The Friesland crosses came as they cannot easily get hold of pure Lacaunes, and Nicola says she has noticed increasing foot problems which they attribute to Friesland genentics. Currently they have access to eight hectares (20 acres) at Holker and buy all the forage in, feeding hay in a concentrate.
Hay, says Martin, is important for the microbes in the cheese. In the milk, they are looking for a balance of fat and protein, and for raw cheesemaking, ‘everything you do at farm level affects the cheese, from feed to the management of the pasture. It all has a part to play in the final flavour’.
Sheep are milked once-a-day, this year lambing in both January and May to ensure a more continuous supply of milk to equal the demand for their cheese.
And the science behind the process is a huge part of the business for Martin, who last year applied for a Nuffield scholarship to research raw cheesemaking and the benefit of farmmade cultures. He travelled to America to further his studies, but in fact started using his own cultures about six years ago. There are only four other producers who use their own cultures, and it means they get a unique flavour to their cheese.

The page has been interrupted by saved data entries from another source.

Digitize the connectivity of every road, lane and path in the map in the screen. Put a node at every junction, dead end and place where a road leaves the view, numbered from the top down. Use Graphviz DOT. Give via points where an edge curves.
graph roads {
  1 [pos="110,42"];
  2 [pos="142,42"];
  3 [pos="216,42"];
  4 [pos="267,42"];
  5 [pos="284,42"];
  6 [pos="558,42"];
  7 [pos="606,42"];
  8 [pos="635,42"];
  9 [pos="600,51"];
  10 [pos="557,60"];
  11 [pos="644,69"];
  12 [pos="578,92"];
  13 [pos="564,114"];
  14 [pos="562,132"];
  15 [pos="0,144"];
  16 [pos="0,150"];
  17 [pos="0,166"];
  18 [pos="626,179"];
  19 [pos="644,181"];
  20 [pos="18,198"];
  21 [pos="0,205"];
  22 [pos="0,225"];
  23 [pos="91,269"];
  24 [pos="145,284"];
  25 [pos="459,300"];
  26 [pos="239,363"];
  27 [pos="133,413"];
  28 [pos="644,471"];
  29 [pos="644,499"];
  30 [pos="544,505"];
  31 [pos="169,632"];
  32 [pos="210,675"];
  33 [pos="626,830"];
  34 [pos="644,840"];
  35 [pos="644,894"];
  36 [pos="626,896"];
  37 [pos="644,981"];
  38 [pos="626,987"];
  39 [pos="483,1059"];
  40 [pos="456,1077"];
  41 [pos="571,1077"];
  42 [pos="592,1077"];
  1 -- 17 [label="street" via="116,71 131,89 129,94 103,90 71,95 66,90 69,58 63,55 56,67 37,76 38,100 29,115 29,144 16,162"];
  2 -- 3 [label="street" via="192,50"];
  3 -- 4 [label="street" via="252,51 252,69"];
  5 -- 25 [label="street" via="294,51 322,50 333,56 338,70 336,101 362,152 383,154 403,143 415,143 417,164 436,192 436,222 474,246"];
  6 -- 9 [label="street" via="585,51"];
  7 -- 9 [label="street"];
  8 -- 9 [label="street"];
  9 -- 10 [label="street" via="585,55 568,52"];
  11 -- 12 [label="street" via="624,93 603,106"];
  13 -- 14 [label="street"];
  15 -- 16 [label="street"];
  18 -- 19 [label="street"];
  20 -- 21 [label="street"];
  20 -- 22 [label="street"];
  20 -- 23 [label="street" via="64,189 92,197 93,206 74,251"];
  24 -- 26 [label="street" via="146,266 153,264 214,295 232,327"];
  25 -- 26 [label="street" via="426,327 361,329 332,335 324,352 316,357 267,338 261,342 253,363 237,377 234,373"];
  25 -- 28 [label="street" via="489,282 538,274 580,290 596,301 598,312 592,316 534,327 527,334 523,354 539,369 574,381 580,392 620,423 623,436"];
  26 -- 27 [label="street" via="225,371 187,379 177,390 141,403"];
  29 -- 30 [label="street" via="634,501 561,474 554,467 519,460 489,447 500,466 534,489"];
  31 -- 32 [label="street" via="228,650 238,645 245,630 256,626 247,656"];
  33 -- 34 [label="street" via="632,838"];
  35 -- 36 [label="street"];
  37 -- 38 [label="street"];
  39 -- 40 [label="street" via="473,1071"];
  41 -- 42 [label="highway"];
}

But how do consumers react to the taste of raw, sheep’s milk cheese, given that the main bulk of the cheese market is taken up by standard Cheddar? “Sheep’s milk is sweet and very creamy,” says Martin.
“People are always surprised, as they expect it to be like goat’s cheese and once they eat it they quickly take it.” The work doesn’t stop here, though. Having invested in a milking parlour and cheesemaking unit, they are under no illusion they need to continue to expand.
“As new entrants and young farmers, it’s hard to get investment from the banks and competition for land is tough,” Martin says.
“We are limited by our size, but land is not the easiest to come by.”
But it is the customers who Martin knows are the key to the longevity, and with their cheese selling at Neal’s Yard for £60/kg, they know they have a product which intrigues, sells for what it is worth and keeps the public coming back for more.
“Our cheese is known for not being shy and it’s full of character. We have die-hard fans,” says Martin.
“The public will pay for quality food if they understand it, but also, doing things this way, there is value in the chain for everyone.”
To make the highly soughtafter St James cheese, the milk goes straight to the cheese vat. It is brought up to 34-40degC and the homemade starter culture is added. Next, the rennet goes in, and Martin has chosen to use traditional animal rennet, adding that this also gives an extra depth to the taste. They then must wait for the curd to set, cut it and put it in the moulds. It will then get turned about three times before being salted the next day. The cheese is matured for up to six weeks.